Über die Leuchten Evelyn und Heiko im TV, einen 97-Jährigen, der ins Auto stieg, und den Haushalts-Fachmann Wolfgang Schäuble. Wo war bloß Robert Habeck?

Nichts ist in diesen Tagen so faszinierend wie das Zappen von einer Öffentlich-Rechtlichen-Polit-Talkshow ins RTL-Dschungelcamp. In dem einen Format glänzt der deutsche Außenminister mit seinen Kenntnissen in Neuerer Geschichte – die EU ist ein großes Friedensprojekt – nie gab es seither einen Krieg in Europa („Doch, Balkan“, wird er von einem Österreicher korrigiert). Und im anderen verortet eine Dschungel-Kandidatin die „Volkskammer“ irgendwo „früher“, bei Adolf Hitler.

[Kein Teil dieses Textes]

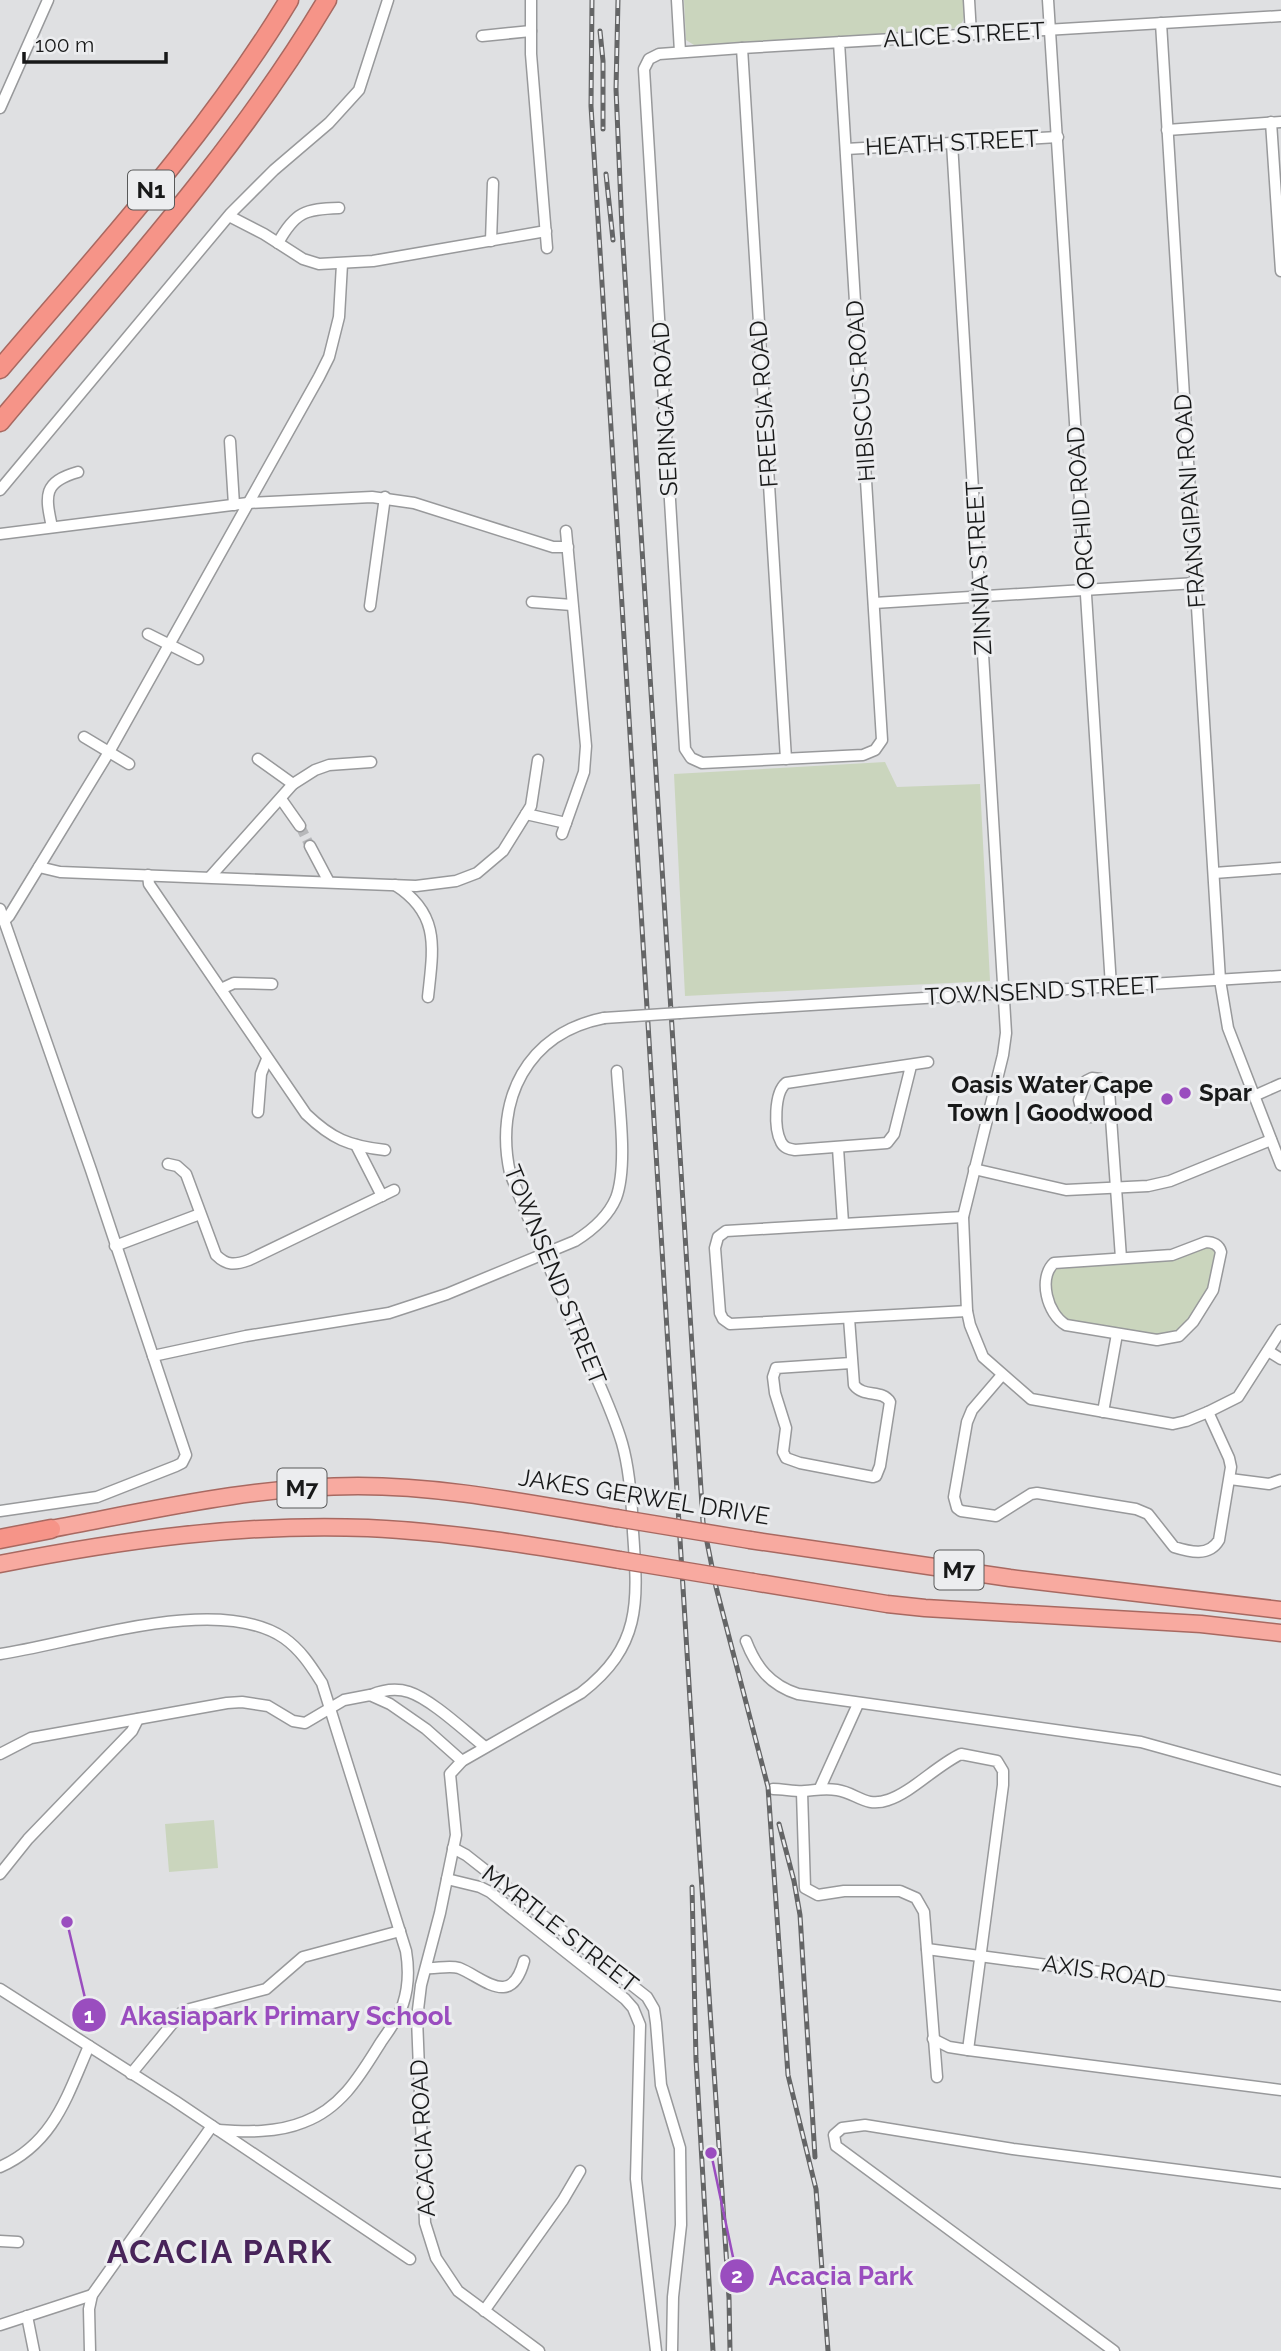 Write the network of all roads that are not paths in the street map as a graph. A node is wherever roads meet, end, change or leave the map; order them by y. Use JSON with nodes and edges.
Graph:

Tröstlich, wie nah die Sozialdemokratie letztendlich doch „am Volk“ geblieben ist. Die Kenntnisse der Dschungel-Kandidatin Evelyn im weiten Feld der Physik („Wie soll sich Flüssigkeit bei Kälte ausdehnen, wenn die Flasche zu ist?“) lassen sich frappierend mit Heikos Grundkenntnissen der Wirtschaft („Niemandem wird etwas weggenommen, um Integration zu finanzieren“) vergleichen und einmal mehr wollen wir ausrufen: Ein Hoch auf die sozialdemokratischen Bildungsreformen! Hoch die rot-grüne Pädagogik!

Heiko Maas kann laut Wikipedia ein Studium der Jurisprudenz vorweisen und die deutlich jüngere Evelyn befindet sich immerhin schon im Besitz der Fachhochschulreife, abgestempelt im Homeland NRW, wie RTL mit Vorlage des Zeugnisses (Physik: höchste Punktzahl) extra nachweist. Wir könnten das endlos … aber einer noch: Die Spezialdemokraten erfanden einst Hartz 4, Evelyn entdeckte die Schlangenart Cobra 11. Großartig!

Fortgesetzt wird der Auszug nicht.